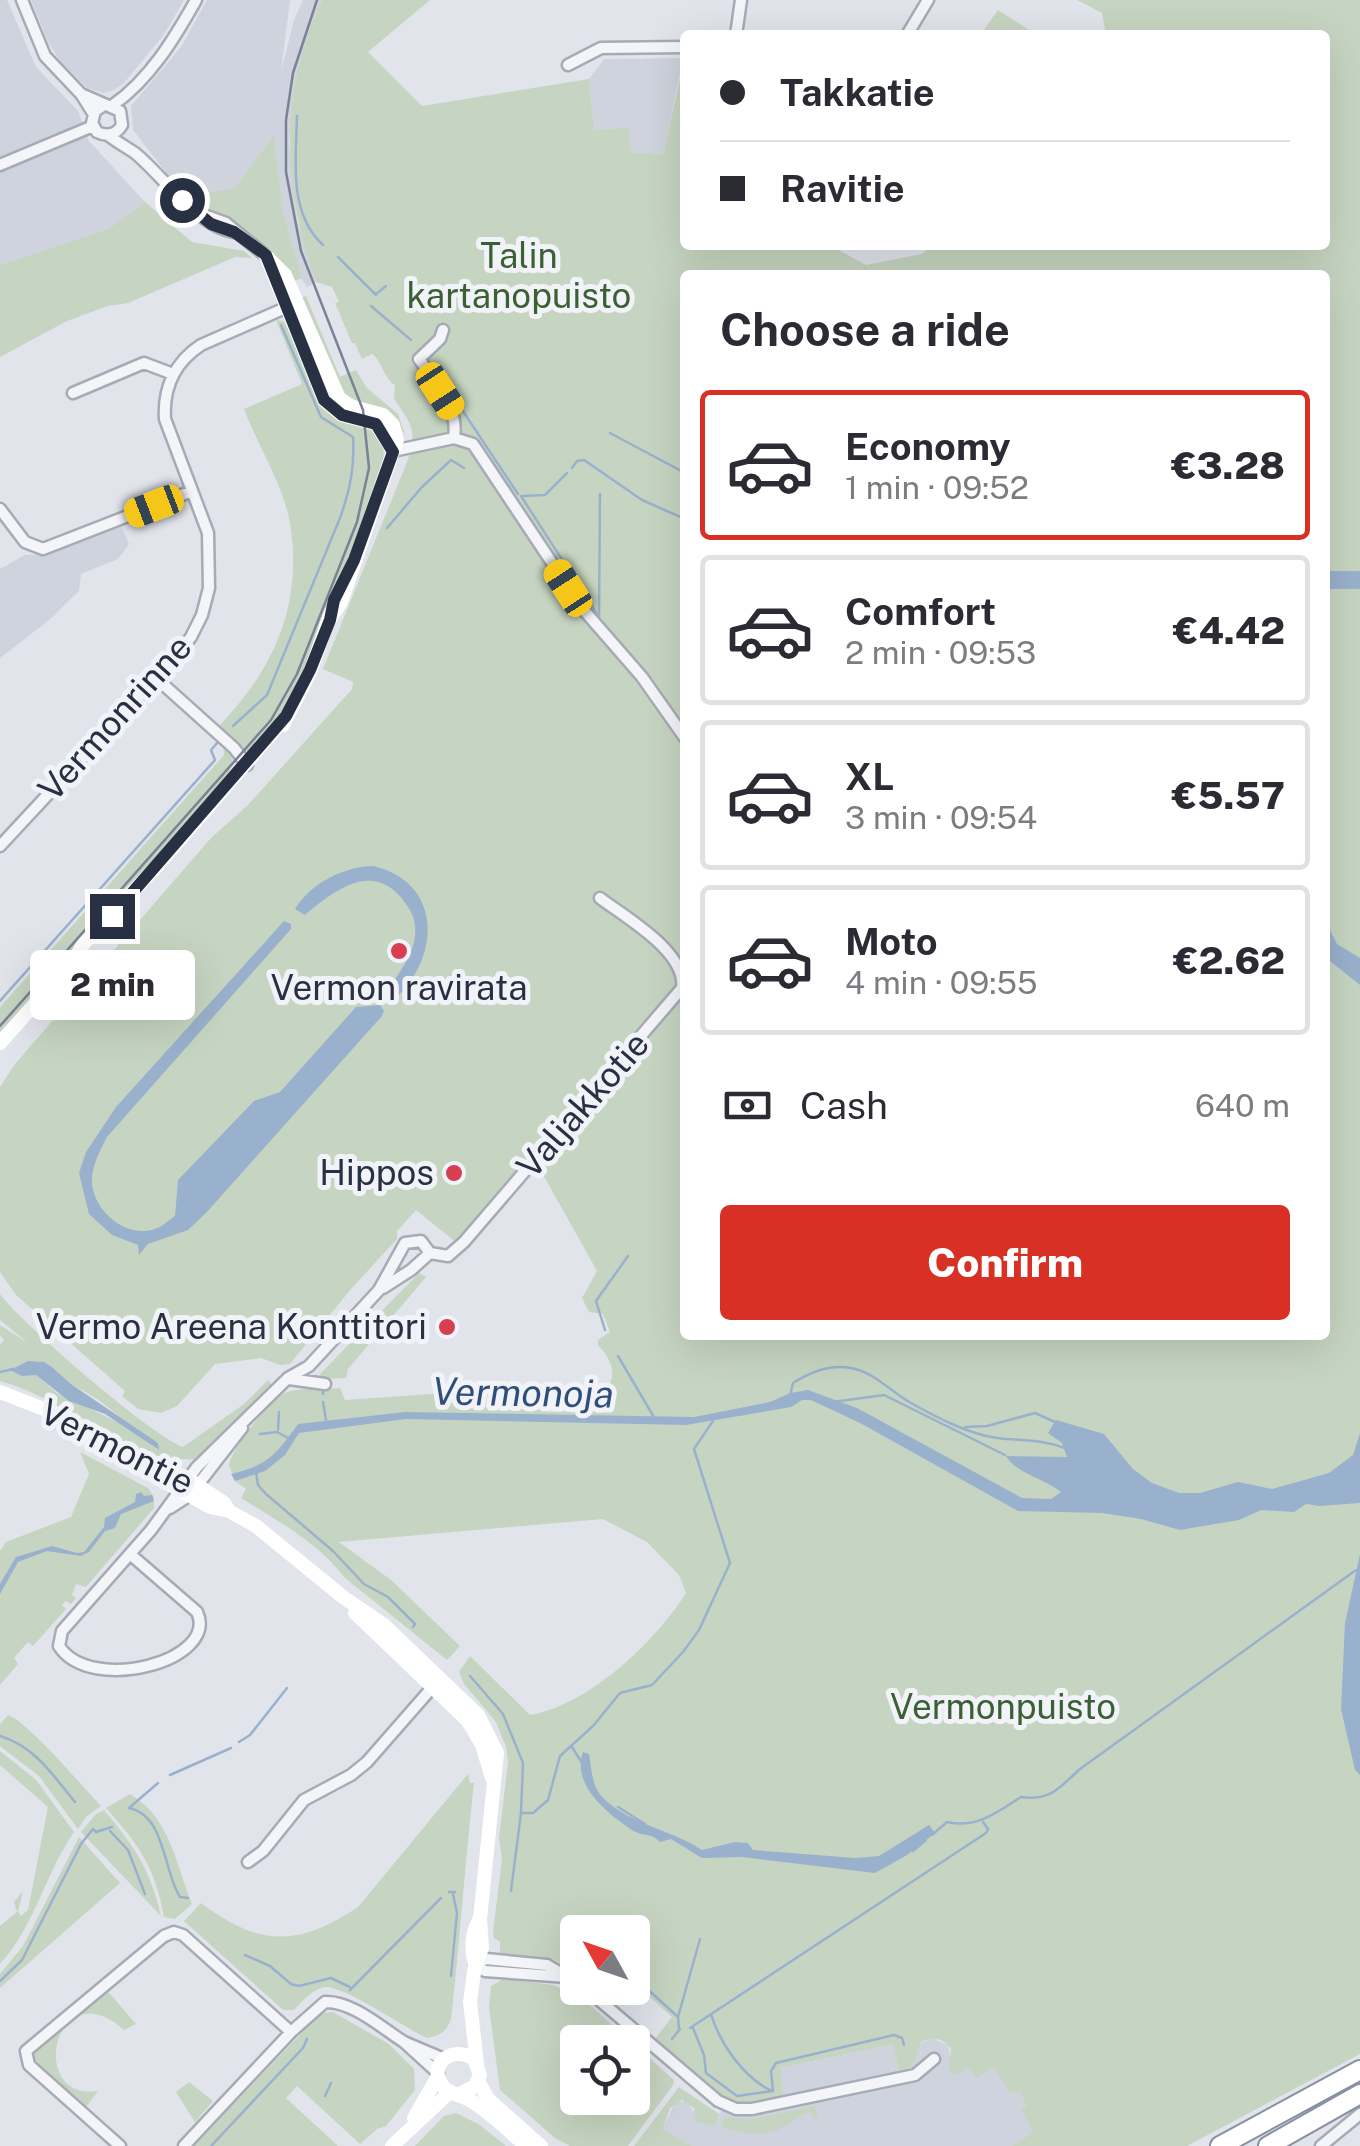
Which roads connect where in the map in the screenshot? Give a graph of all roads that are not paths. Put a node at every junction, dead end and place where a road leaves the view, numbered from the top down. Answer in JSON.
{"nodes":[{"id":1,"x":22,"y":0,"type":"edge"},
{"id":2,"x":196,"y":0,"type":"edge"},
{"id":3,"x":740,"y":0,"type":"edge"},
{"id":4,"x":928,"y":0,"type":"edge"},
{"id":5,"x":737,"y":30,"type":"edge"},
{"id":6,"x":910,"y":30,"type":"edge"},
{"id":7,"x":680,"y":48,"type":"edge"},
{"id":8,"x":568,"y":65,"type":"dead end"},
{"id":9,"x":81,"y":94,"type":"junction"},
{"id":10,"x":115,"y":112,"type":"junction"},
{"id":11,"x":93,"y":119,"type":"junction"},
{"id":12,"x":108,"y":135,"type":"junction"},
{"id":13,"x":134,"y":152,"type":"junction"},
{"id":14,"x":0,"y":165,"type":"edge"},
{"id":15,"x":266,"y":255,"type":"joint"},
{"id":16,"x":291,"y":306,"type":"junction"},
{"id":17,"x":443,"y":330,"type":"dead end"},
{"id":18,"x":173,"y":374,"type":"junction"},
{"id":19,"x":73,"y":394,"type":"dead end"},
{"id":20,"x":454,"y":438,"type":"junction"},
{"id":21,"x":393,"y":452,"type":"junction"},
{"id":22,"x":192,"y":491,"type":"junction"},
{"id":23,"x":0,"y":509,"type":"edge"},
{"id":24,"x":156,"y":678,"type":"junction"},
{"id":25,"x":680,"y":731,"type":"edge"},
{"id":26,"x":247,"y":765,"type":"junction"},
{"id":27,"x":2,"y":840,"type":"edge"},
{"id":28,"x":600,"y":898,"type":"dead end"},
{"id":29,"x":680,"y":968,"type":"edge"},
{"id":30,"x":680,"y":990,"type":"edge"},
{"id":31,"x":0,"y":1043,"type":"edge"},
{"id":32,"x":430,"y":1253,"type":"junction"},
{"id":33,"x":379,"y":1290,"type":"junction"},
{"id":34,"x":288,"y":1378,"type":"junction"},
{"id":35,"x":325,"y":1384,"type":"dead end"},
{"id":36,"x":0,"y":1392,"type":"edge"},
{"id":37,"x":0,"y":1401,"type":"edge"},
{"id":38,"x":189,"y":1487,"type":"junction"},
{"id":39,"x":130,"y":1554,"type":"junction"},
{"id":40,"x":437,"y":1681,"type":"junction"},
{"id":41,"x":248,"y":1862,"type":"dead end"},
{"id":42,"x":475,"y":1964,"type":"junction"},
{"id":43,"x":560,"y":1972,"type":"edge"},
{"id":44,"x":605,"y":2005,"type":"edge"},
{"id":45,"x":470,"y":2018,"type":"junction"},
{"id":46,"x":291,"y":2032,"type":"junction"},
{"id":47,"x":934,"y":2059,"type":"dead end"},
{"id":48,"x":478,"y":2064,"type":"junction"},
{"id":49,"x":445,"y":2065,"type":"junction"},
{"id":50,"x":1360,"y":2070,"type":"edge"},
{"id":51,"x":478,"y":2081,"type":"junction"},
{"id":52,"x":455,"y":2093,"type":"junction"},
{"id":53,"x":1360,"y":2094,"type":"edge"},
{"id":54,"x":1360,"y":2114,"type":"edge"},
{"id":55,"x":405,"y":2131,"type":"junction"},
{"id":56,"x":120,"y":2146,"type":"edge"},
{"id":57,"x":184,"y":2146,"type":"edge"},
{"id":58,"x":392,"y":2146,"type":"edge"},
{"id":59,"x":526,"y":2146,"type":"edge"},
{"id":60,"x":540,"y":2146,"type":"edge"},
{"id":61,"x":1220,"y":2146,"type":"edge"},
{"id":62,"x":1268,"y":2146,"type":"edge"},
{"id":63,"x":1321,"y":2146,"type":"edge"}],
"edges":[{"from":1,"to":9,"type":"street"},
{"from":2,"to":10,"type":"street"},
{"from":3,"to":5,"type":"street"},
{"from":4,"to":6,"type":"street"},
{"from":7,"to":8,"type":"street"},
{"from":9,"to":10,"type":"street"},
{"from":9,"to":11,"type":"street"},
{"from":10,"to":11,"type":"street"},
{"from":10,"to":12,"type":"street"},
{"from":10,"to":13,"type":"street"},
{"from":11,"to":12,"type":"street"},
{"from":11,"to":14,"type":"street"},
{"from":12,"to":13,"type":"street"},
{"from":13,"to":15,"type":"street"},
{"from":15,"to":16,"type":"main road"},
{"from":16,"to":18,"type":"street"},
{"from":16,"to":21,"type":"main road"},
{"from":17,"to":20,"type":"street"},
{"from":18,"to":19,"type":"street"},
{"from":18,"to":22,"type":"street","name":"Vermonrinne"},
{"from":20,"to":21,"type":"street"},
{"from":20,"to":25,"type":"street"},
{"from":21,"to":26,"type":"main road"},
{"from":22,"to":23,"type":"street"},
{"from":22,"to":24,"type":"street","name":"Vermonrinne"},
{"from":24,"to":26,"type":"street"},
{"from":24,"to":27,"type":"street","name":"Vermonrinne"},
{"from":26,"to":31,"type":"main road"},
{"from":28,"to":29,"type":"street","name":"Valjakkotie"},
{"from":30,"to":32,"type":"street","name":"Valjakkotie"},
{"from":32,"to":33,"type":"street","name":"Valjakkotie"},
{"from":32,"to":33,"type":"street","name":"Valjakkotie"},
{"from":33,"to":34,"type":"street","name":"Valjakkotie"},
{"from":34,"to":35,"type":"street"},
{"from":34,"to":38,"type":"street","name":"Valjakkotie"},
{"from":36,"to":38,"type":"main road","name":"Vermontie"},
{"from":37,"to":38,"type":"main road","name":"Vermontie"},
{"from":38,"to":39,"type":"street","name":"Valjakkotie"},
{"from":38,"to":40,"type":"main road","name":"Vermontie"},
{"from":39,"to":39,"type":"street","name":"Valjakkotie"},
{"from":40,"to":41,"type":"street"},
{"from":40,"to":42,"type":"main road","name":"Vermontie"},
{"from":42,"to":43,"type":"street"},
{"from":42,"to":45,"type":"main road","name":"Vermontie"},
{"from":44,"to":47,"type":"street"},
{"from":45,"to":48,"type":"main road","name":"Vermontie"},
{"from":45,"to":49,"type":"main road","name":"Vermontie"},
{"from":46,"to":49,"type":"street"},
{"from":46,"to":56,"type":"street"},
{"from":46,"to":57,"type":"street"},
{"from":48,"to":49,"type":"main road"},
{"from":48,"to":51,"type":"main road","name":"Vermontie"},
{"from":49,"to":52,"type":"main road"},
{"from":49,"to":55,"type":"main road","name":"Vermontie"},
{"from":50,"to":61,"type":"highway"},
{"from":51,"to":52,"type":"main road"},
{"from":51,"to":60,"type":"main road"},
{"from":52,"to":55,"type":"main road"},
{"from":52,"to":59,"type":"main road"},
{"from":53,"to":62,"type":"highway"},
{"from":54,"to":63,"type":"street"},
{"from":55,"to":58,"type":"main road"}]}
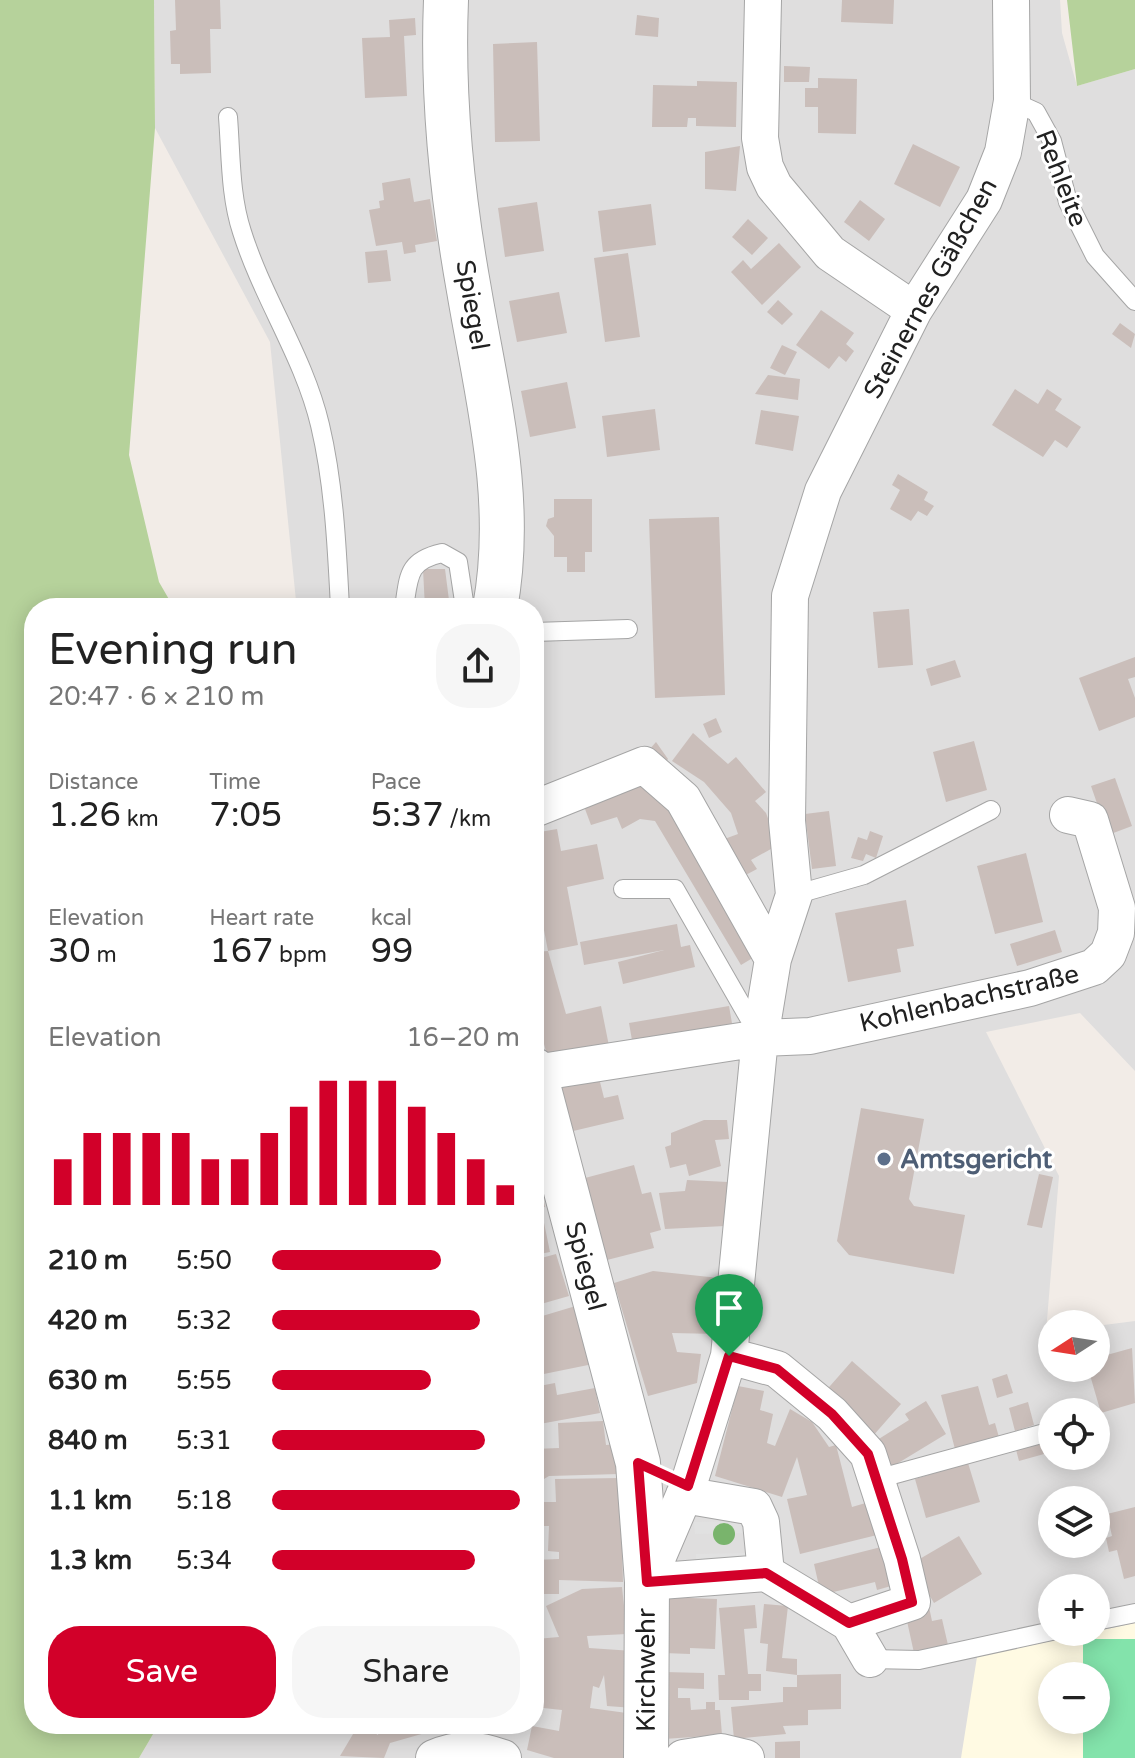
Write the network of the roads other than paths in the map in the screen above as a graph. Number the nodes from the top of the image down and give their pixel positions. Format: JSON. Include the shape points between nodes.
{"nodes":[{"id":1,"x":446,"y":0,"type":"edge"},
{"id":2,"x":763,"y":0,"type":"edge"},
{"id":3,"x":1011,"y":0,"type":"edge"},
{"id":4,"x":1012,"y":101,"type":"junction"},
{"id":5,"x":228,"y":117,"type":"dead end"},
{"id":6,"x":1135,"y":301,"type":"edge"},
{"id":7,"x":914,"y":310,"type":"junction"},
{"id":8,"x":339,"y":598,"type":"edge"},
{"id":9,"x":406,"y":598,"type":"edge"},
{"id":10,"x":463,"y":598,"type":"edge"},
{"id":11,"x":496,"y":598,"type":"edge"},
{"id":12,"x":628,"y":629,"type":"dead end"},
{"id":13,"x":544,"y":632,"type":"edge"},
{"id":14,"x":544,"y":805,"type":"edge"},
{"id":15,"x":991,"y":810,"type":"dead end"},
{"id":16,"x":1068,"y":815,"type":"dead end"},
{"id":17,"x":623,"y":889,"type":"dead end"},
{"id":18,"x":794,"y":895,"type":"junction"},
{"id":19,"x":773,"y":959,"type":"junction"},
{"id":20,"x":760,"y":1038,"type":"junction"},
{"id":21,"x":544,"y":1070,"type":"edge"},
{"id":22,"x":544,"y":1109,"type":"edge"},
{"id":23,"x":729,"y":1356,"type":"junction"},
{"id":24,"x":1038,"y":1435,"type":"edge"},
{"id":25,"x":638,"y":1463,"type":"junction"},
{"id":26,"x":877,"y":1479,"type":"junction"},
{"id":27,"x":686,"y":1491,"type":"junction"},
{"id":28,"x":766,"y":1573,"type":"junction"},
{"id":29,"x":647,"y":1582,"type":"junction"},
{"id":30,"x":1135,"y":1613,"type":"edge"},
{"id":31,"x":1110,"y":1618,"type":"edge"},
{"id":32,"x":849,"y":1623,"type":"junction"},
{"id":33,"x":1038,"y":1634,"type":"edge"},
{"id":34,"x":870,"y":1659,"type":"joint"},
{"id":35,"x":434,"y":1758,"type":"edge"},
{"id":36,"x":503,"y":1758,"type":"edge"},
{"id":37,"x":646,"y":1758,"type":"edge"},
{"id":38,"x":683,"y":1758,"type":"edge"},
{"id":39,"x":746,"y":1758,"type":"edge"}],
"edges":[{"from":1,"to":11,"type":"street","name":"Spiegel","via":[[456,201],[502,479]]},
{"from":2,"to":7,"type":"street","via":[[760,138],[774,186],[830,253]]},
{"from":3,"to":4,"type":"street","name":"Steinernes Gäßchen"},
{"from":4,"to":6,"type":"lane","name":"Rehleite","via":[[1036,112],[1052,141],[1068,202],[1095,256]]},
{"from":4,"to":7,"type":"street","name":"Steinernes Gäßchen","via":[[1003,152],[984,200]]},
{"from":5,"to":8,"type":"lane","via":[[242,232],[302,369],[320,425]]},
{"from":7,"to":18,"type":"street","name":"Steinernes Gäßchen","via":[[823,491],[790,596],[787,821]]},
{"from":9,"to":10,"type":"lane","via":[[412,567],[422,557],[442,553],[458,562]]},
{"from":12,"to":13,"type":"lane"},
{"from":14,"to":19,"type":"street","via":[[644,765],[683,799]]},
{"from":15,"to":18,"type":"lane","via":[[864,875]]},
{"from":16,"to":20,"type":"street","name":"Kohlenbachstraße","via":[[1090,820],[1117,908],[1108,954],[1094,967],[1030,988],[810,1036]]},
{"from":17,"to":20,"type":"lane","via":[[675,889]]},
{"from":18,"to":19,"type":"street"},
{"from":19,"to":20,"type":"street"},
{"from":20,"to":21,"type":"street","name":"Kohlenbachstraße"},
{"from":20,"to":23,"type":"street"},
{"from":22,"to":25,"type":"street","name":"Spiegel"},
{"from":23,"to":26,"type":"street","via":[[777,1369],[832,1414],[868,1454]]},
{"from":23,"to":27,"type":"street"},
{"from":24,"to":26,"type":"lane"},
{"from":25,"to":27,"type":"street"},
{"from":25,"to":29,"type":"street","name":"Spiegel"},
{"from":26,"to":32,"type":"street","via":[[912,1602]]},
{"from":27,"to":28,"type":"street","via":[[754,1507],[761,1522]]},
{"from":27,"to":29,"type":"street"},
{"from":28,"to":29,"type":"street"},
{"from":28,"to":32,"type":"street"},
{"from":29,"to":37,"type":"street","name":"Kirchwehr"},
{"from":30,"to":31,"type":"lane"},
{"from":32,"to":34,"type":"street"},
{"from":33,"to":34,"type":"lane","via":[[919,1660]]},
{"from":35,"to":36,"type":"street","via":[[453,1749]]},
{"from":38,"to":39,"type":"street","name":"Kirchwehr","via":[[721,1752]]}]}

#### Task instructions:
What lines of the material above hold the string "Kirchwehr"? Please copy them.

#### Exercise answer:
{"from":29,"to":37,"type":"street","name":"Kirchwehr"},
{"from":38,"to":39,"type":"street","name":"Kirchwehr","via":[[721,1752]]}]}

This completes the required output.